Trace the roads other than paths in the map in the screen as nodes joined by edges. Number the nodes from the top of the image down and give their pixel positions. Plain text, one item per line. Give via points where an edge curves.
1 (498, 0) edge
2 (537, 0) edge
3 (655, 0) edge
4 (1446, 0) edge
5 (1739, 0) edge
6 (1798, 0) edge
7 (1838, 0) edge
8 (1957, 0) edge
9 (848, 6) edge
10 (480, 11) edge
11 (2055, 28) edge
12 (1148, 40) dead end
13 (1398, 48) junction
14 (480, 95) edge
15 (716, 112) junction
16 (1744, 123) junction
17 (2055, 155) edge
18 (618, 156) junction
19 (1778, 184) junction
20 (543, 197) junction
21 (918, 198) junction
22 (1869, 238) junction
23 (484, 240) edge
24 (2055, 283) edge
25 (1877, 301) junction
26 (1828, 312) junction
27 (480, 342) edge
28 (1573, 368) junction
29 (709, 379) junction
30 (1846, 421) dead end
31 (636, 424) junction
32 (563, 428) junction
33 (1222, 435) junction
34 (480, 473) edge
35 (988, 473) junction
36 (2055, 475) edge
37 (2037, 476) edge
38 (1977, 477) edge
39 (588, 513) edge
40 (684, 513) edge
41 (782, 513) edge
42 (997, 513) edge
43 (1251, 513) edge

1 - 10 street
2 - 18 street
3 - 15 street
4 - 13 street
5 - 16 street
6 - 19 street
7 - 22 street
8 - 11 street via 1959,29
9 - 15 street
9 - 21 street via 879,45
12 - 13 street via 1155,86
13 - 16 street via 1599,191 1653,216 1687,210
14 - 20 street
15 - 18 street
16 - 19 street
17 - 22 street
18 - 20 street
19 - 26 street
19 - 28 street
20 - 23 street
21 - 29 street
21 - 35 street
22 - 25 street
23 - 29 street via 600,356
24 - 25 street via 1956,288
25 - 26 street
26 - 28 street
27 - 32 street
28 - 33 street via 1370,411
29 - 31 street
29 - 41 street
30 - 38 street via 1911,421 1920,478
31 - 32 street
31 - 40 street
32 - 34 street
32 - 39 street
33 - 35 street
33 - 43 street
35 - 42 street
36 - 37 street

**What the task requires**
The full set of records should be duplicated exactly.

**Completed task**
Trace the roads other than paths in the map in the screen as nodes joined by edges. Number the nodes from the top of the image down and give their pixel positions. Plain text, one item per line. Give via points where an edge curves.
1 (498, 0) edge
2 (537, 0) edge
3 (655, 0) edge
4 (1446, 0) edge
5 (1739, 0) edge
6 (1798, 0) edge
7 (1838, 0) edge
8 (1957, 0) edge
9 (848, 6) edge
10 (480, 11) edge
11 (2055, 28) edge
12 (1148, 40) dead end
13 (1398, 48) junction
14 (480, 95) edge
15 (716, 112) junction
16 (1744, 123) junction
17 (2055, 155) edge
18 (618, 156) junction
19 (1778, 184) junction
20 (543, 197) junction
21 (918, 198) junction
22 (1869, 238) junction
23 (484, 240) edge
24 (2055, 283) edge
25 (1877, 301) junction
26 (1828, 312) junction
27 (480, 342) edge
28 (1573, 368) junction
29 (709, 379) junction
30 (1846, 421) dead end
31 (636, 424) junction
32 (563, 428) junction
33 (1222, 435) junction
34 (480, 473) edge
35 (988, 473) junction
36 (2055, 475) edge
37 (2037, 476) edge
38 (1977, 477) edge
39 (588, 513) edge
40 (684, 513) edge
41 (782, 513) edge
42 (997, 513) edge
43 (1251, 513) edge

1 - 10 street
2 - 18 street
3 - 15 street
4 - 13 street
5 - 16 street
6 - 19 street
7 - 22 street
8 - 11 street via 1959,29
9 - 15 street
9 - 21 street via 879,45
12 - 13 street via 1155,86
13 - 16 street via 1599,191 1653,216 1687,210
14 - 20 street
15 - 18 street
16 - 19 street
17 - 22 street
18 - 20 street
19 - 26 street
19 - 28 street
20 - 23 street
21 - 29 street
21 - 35 street
22 - 25 street
23 - 29 street via 600,356
24 - 25 street via 1956,288
25 - 26 street
26 - 28 street
27 - 32 street
28 - 33 street via 1370,411
29 - 31 street
29 - 41 street
30 - 38 street via 1911,421 1920,478
31 - 32 street
31 - 40 street
32 - 34 street
32 - 39 street
33 - 35 street
33 - 43 street
35 - 42 street
36 - 37 street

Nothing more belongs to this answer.